Once the pictures are set aside, transcribe each line of the listing exactly.

• THE INPUT:
——————
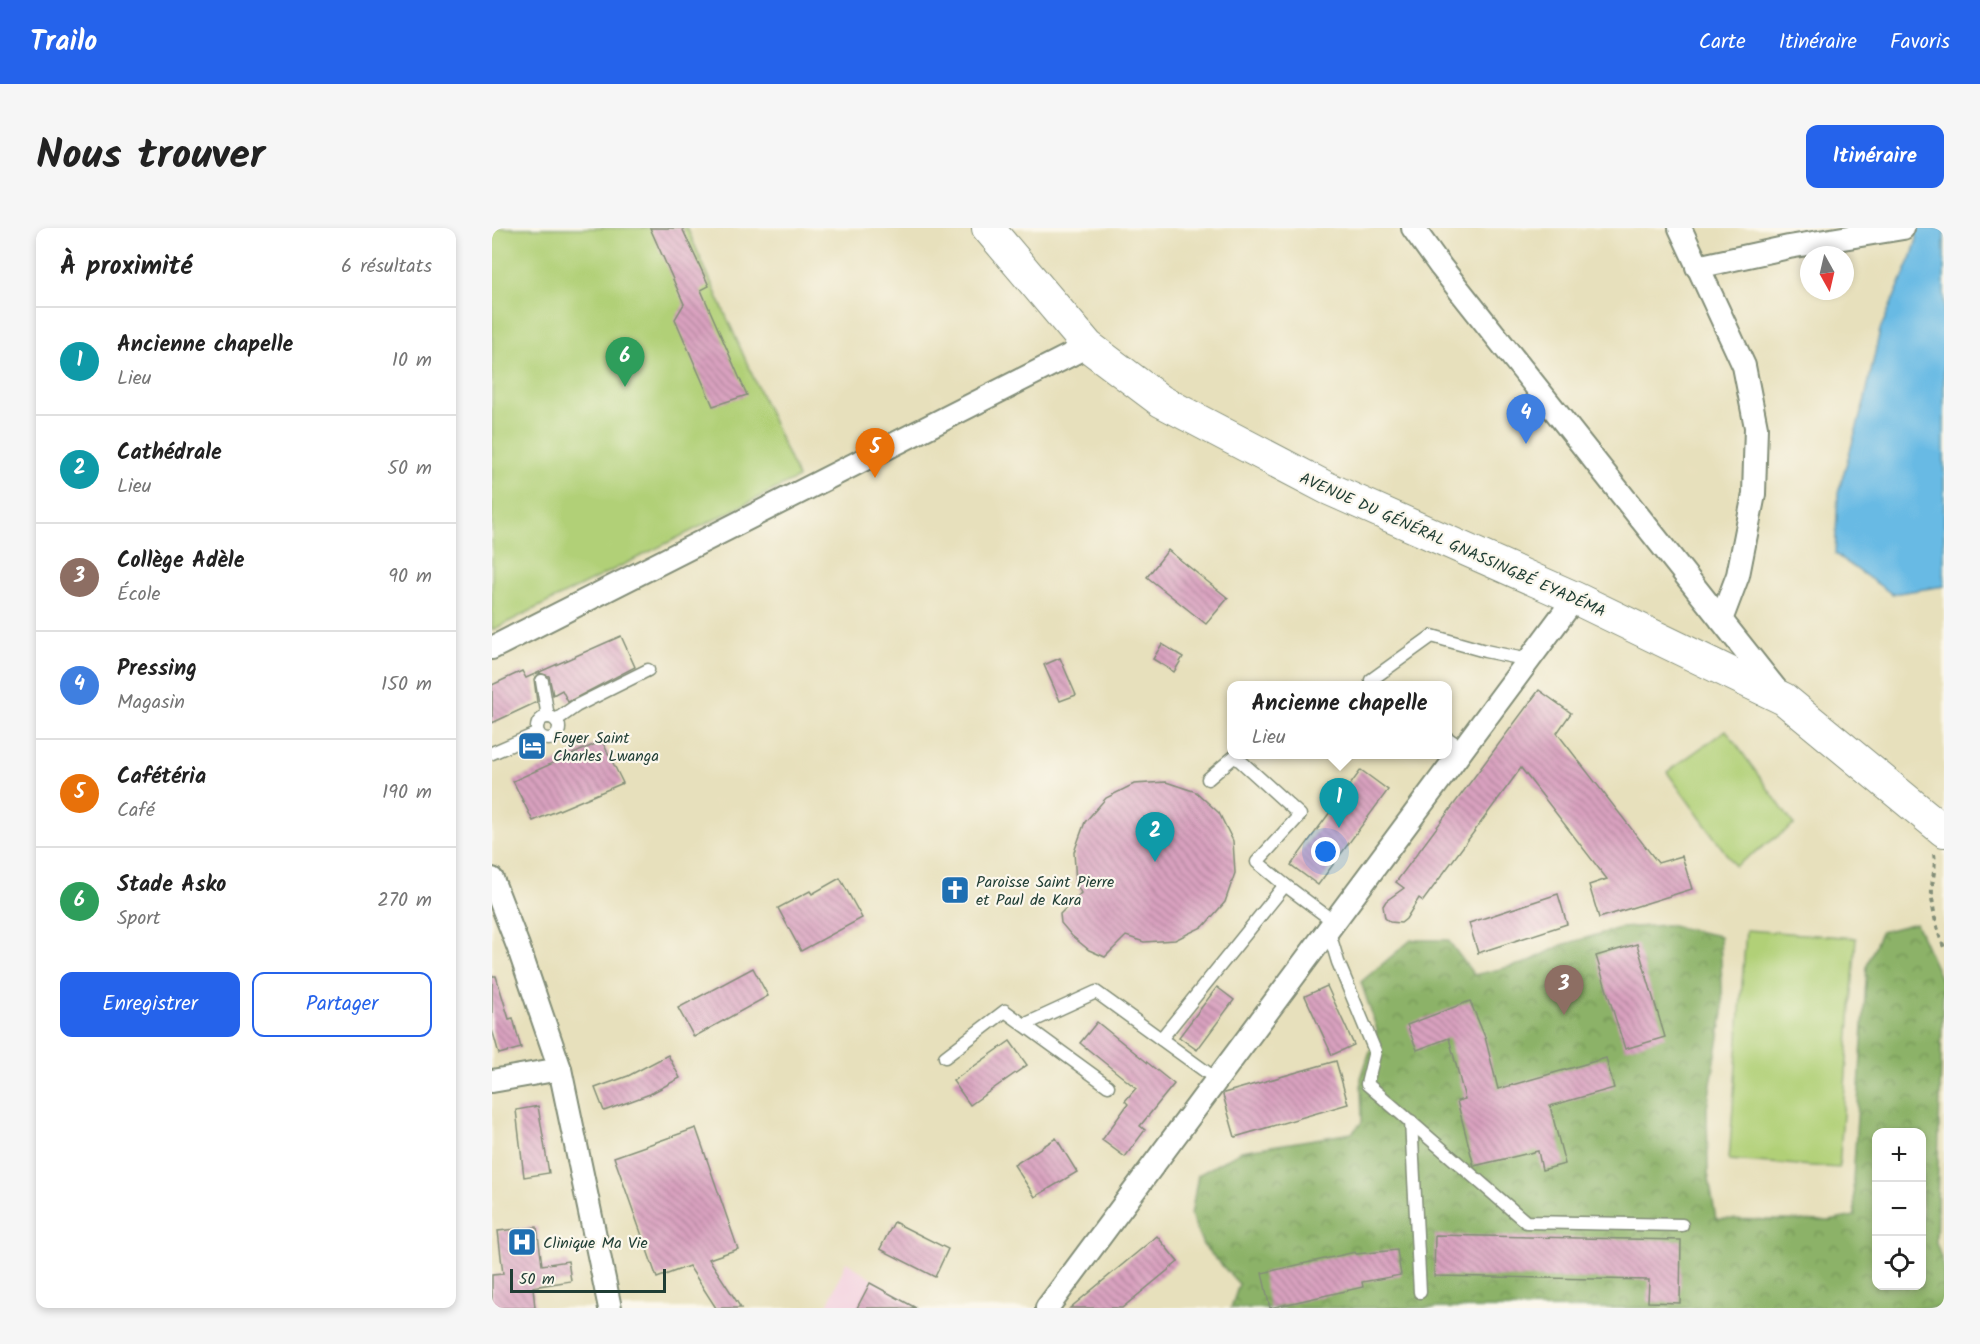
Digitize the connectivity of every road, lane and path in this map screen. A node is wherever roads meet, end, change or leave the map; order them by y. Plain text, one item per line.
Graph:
1 (988, 228) edge
2 (1413, 228) edge
3 (1680, 228) edge
4 (1903, 228) edge
5 (1697, 267) junction
6 (1088, 346) junction
7 (1575, 598) junction
8 (1721, 620) junction
9 (492, 648) edge
10 (1529, 660) junction
11 (648, 670) dead end
12 (542, 681) dead end
13 (1374, 681) edge
14 (1784, 699) junction
15 (552, 719) junction
16 (538, 733) junction
17 (1455, 743) edge
18 (492, 753) edge
19 (1231, 759) edge
20 (1240, 759) edge
21 (1444, 759) edge
22 (1208, 779) dead end
23 (1939, 841) edge
24 (492, 879) edge
25 (1285, 885) junction
26 (1331, 925) junction
27 (1944, 947) edge
28 (1024, 1025) junction
29 (1161, 1039) junction
30 (945, 1057) dead end
31 (560, 1069) junction
32 (1216, 1079) junction
33 (492, 1081) edge
34 (1108, 1086) dead end
35 (1411, 1121) junction
36 (1682, 1225) dead end
37 (1420, 1292) dead end
38 (610, 1308) edge
39 (1047, 1308) edge

1 - 6 main road, AVENUE DU GÉNÉRAL GNASSINGBÉ EYADÉMA
2 - 8 street
3 - 5 street
4 - 5 street
5 - 8 street
6 - 7 main road, AVENUE DU GÉNÉRAL GNASSINGBÉ EYADÉMA
6 - 9 street
7 - 10 street
7 - 14 main road, AVENUE DU GÉNÉRAL GNASSINGBÉ EYADÉMA
8 - 14 street
10 - 13 lane
10 - 17 street
11 - 15 lane
12 - 15 lane
14 - 23 main road, AVENUE DU GÉNÉRAL GNASSINGBÉ EYADÉMA
15 - 16 lane
15 - 16 lane
16 - 18 lane
19 - 22 lane
20 - 25 lane
21 - 26 street
23 - 27 path
24 - 31 street
25 - 26 lane
25 - 29 lane
26 - 32 street
26 - 35 lane
28 - 29 lane
28 - 30 lane
28 - 34 lane
29 - 32 lane
31 - 33 street
31 - 38 street
32 - 39 street
35 - 36 lane
35 - 37 lane

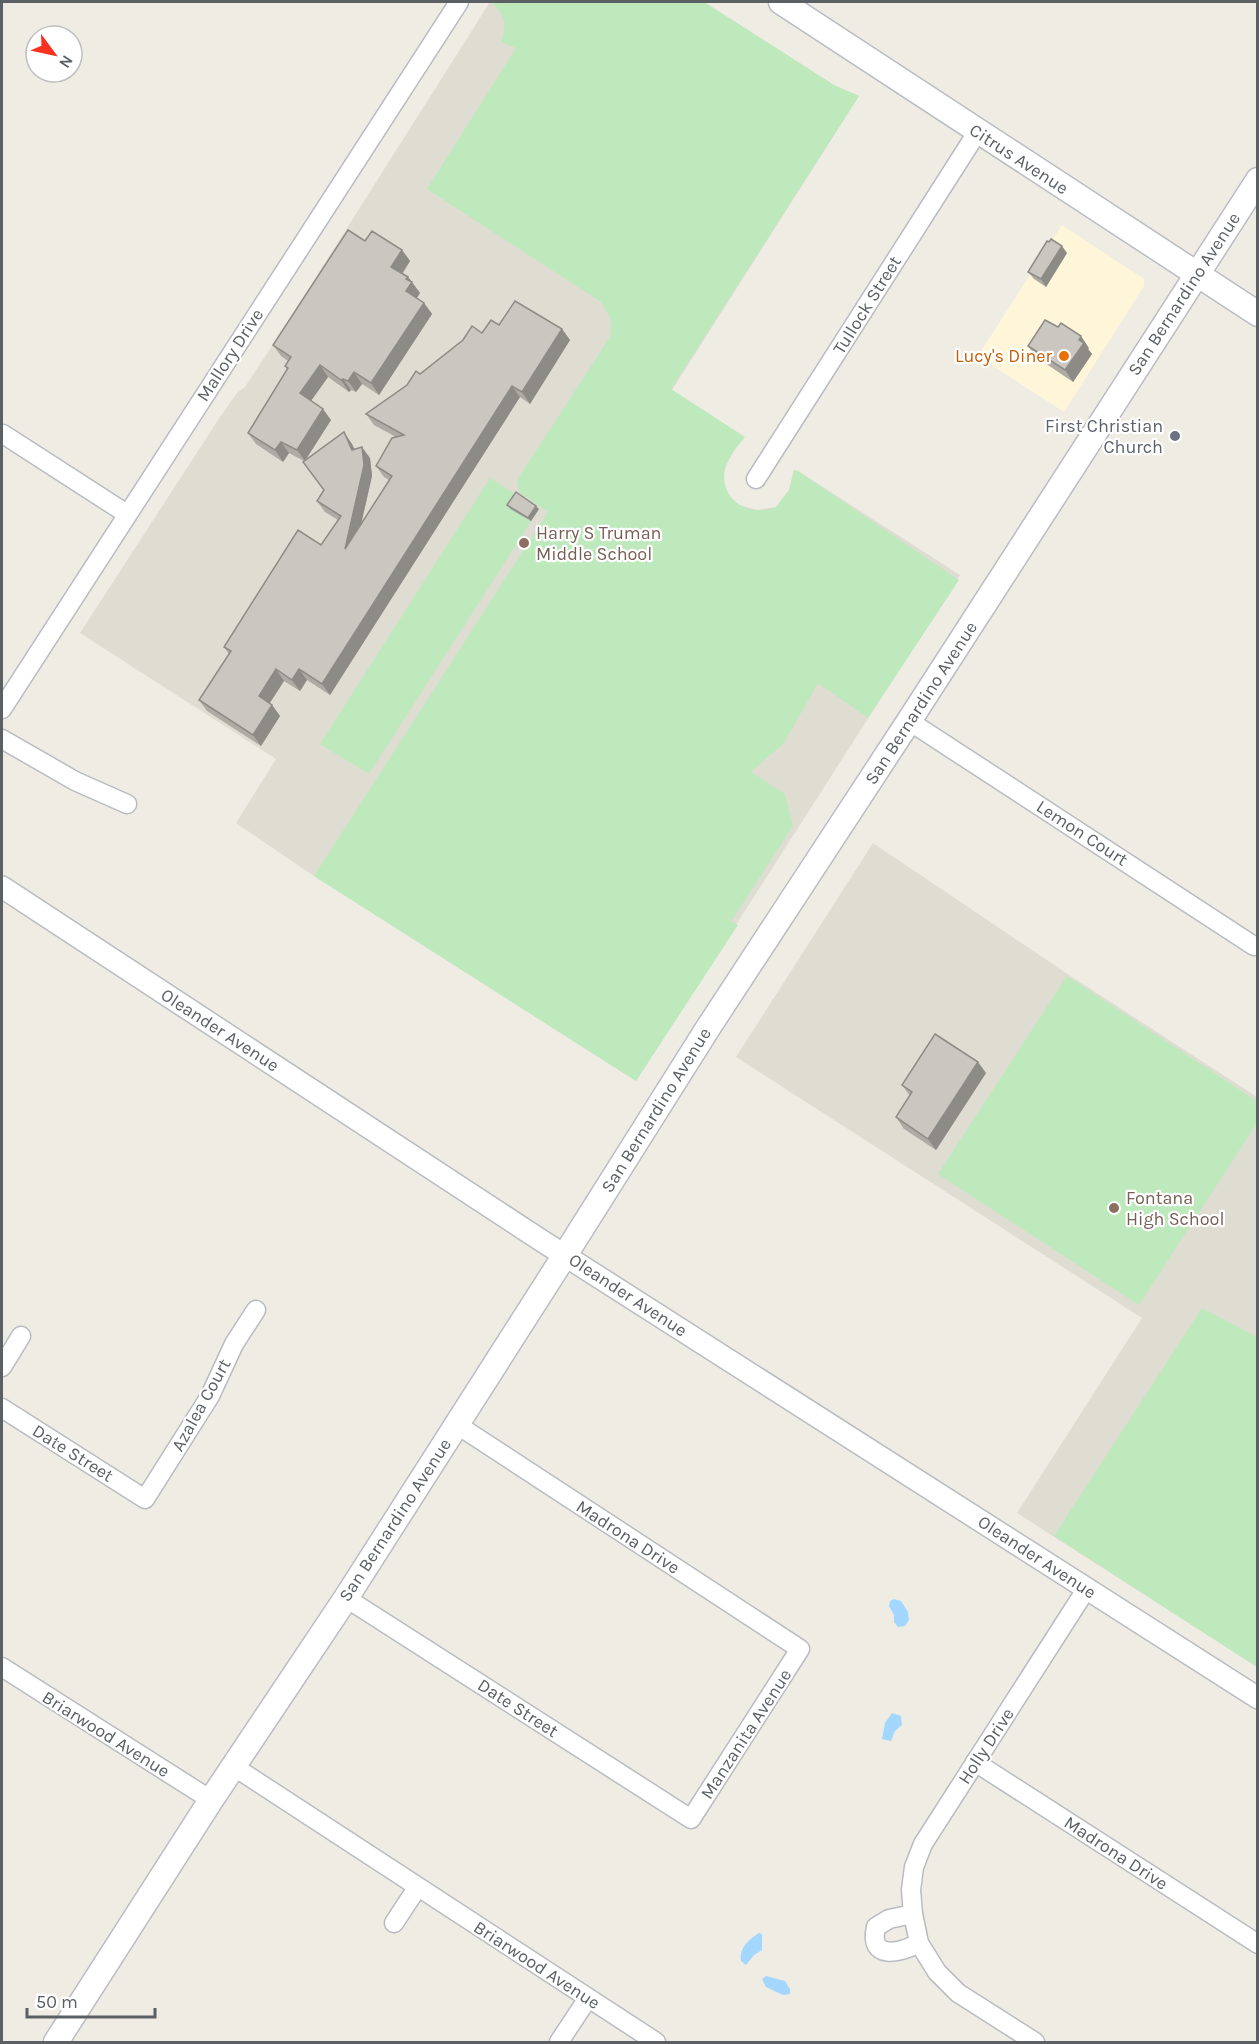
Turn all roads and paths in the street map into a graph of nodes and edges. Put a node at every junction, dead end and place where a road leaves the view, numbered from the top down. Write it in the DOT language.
——————
• PROBLEM SOLUTION:
Digitize the connectivity of every road, lane and path in this map screen. A node is wherever roads meet, end, change or leave the map; order them by y. Plain text, one item per line.
Graph:
1 (988, 228) edge
2 (1413, 228) edge
3 (1680, 228) edge
4 (1903, 228) edge
5 (1697, 267) junction
6 (1088, 346) junction
7 (1575, 598) junction
8 (1721, 620) junction
9 (492, 648) edge
10 (1529, 660) junction
11 (648, 670) dead end
12 (542, 681) dead end
13 (1374, 681) edge
14 (1784, 699) junction
15 (552, 719) junction
16 (538, 733) junction
17 (1455, 743) edge
18 (492, 753) edge
19 (1231, 759) edge
20 (1240, 759) edge
21 (1444, 759) edge
22 (1208, 779) dead end
23 (1939, 841) edge
24 (492, 879) edge
25 (1285, 885) junction
26 (1331, 925) junction
27 (1944, 947) edge
28 (1024, 1025) junction
29 (1161, 1039) junction
30 (945, 1057) dead end
31 (560, 1069) junction
32 (1216, 1079) junction
33 (492, 1081) edge
34 (1108, 1086) dead end
35 (1411, 1121) junction
36 (1682, 1225) dead end
37 (1420, 1292) dead end
38 (610, 1308) edge
39 (1047, 1308) edge

1 - 6 main road, AVENUE DU GÉNÉRAL GNASSINGBÉ EYADÉMA
2 - 8 street
3 - 5 street
4 - 5 street
5 - 8 street
6 - 7 main road, AVENUE DU GÉNÉRAL GNASSINGBÉ EYADÉMA
6 - 9 street
7 - 10 street
7 - 14 main road, AVENUE DU GÉNÉRAL GNASSINGBÉ EYADÉMA
8 - 14 street
10 - 13 lane
10 - 17 street
11 - 15 lane
12 - 15 lane
14 - 23 main road, AVENUE DU GÉNÉRAL GNASSINGBÉ EYADÉMA
15 - 16 lane
15 - 16 lane
16 - 18 lane
19 - 22 lane
20 - 25 lane
21 - 26 street
23 - 27 path
24 - 31 street
25 - 26 lane
25 - 29 lane
26 - 32 street
26 - 35 lane
28 - 29 lane
28 - 30 lane
28 - 34 lane
29 - 32 lane
31 - 33 street
31 - 38 street
32 - 39 street
35 - 36 lane
35 - 37 lane

Turn all roads and paths in the street map into a graph of nodes and edges. Put a node at every junction, dead end and place where a road leaves the view, numbered from the top down. Write it in the DOT language.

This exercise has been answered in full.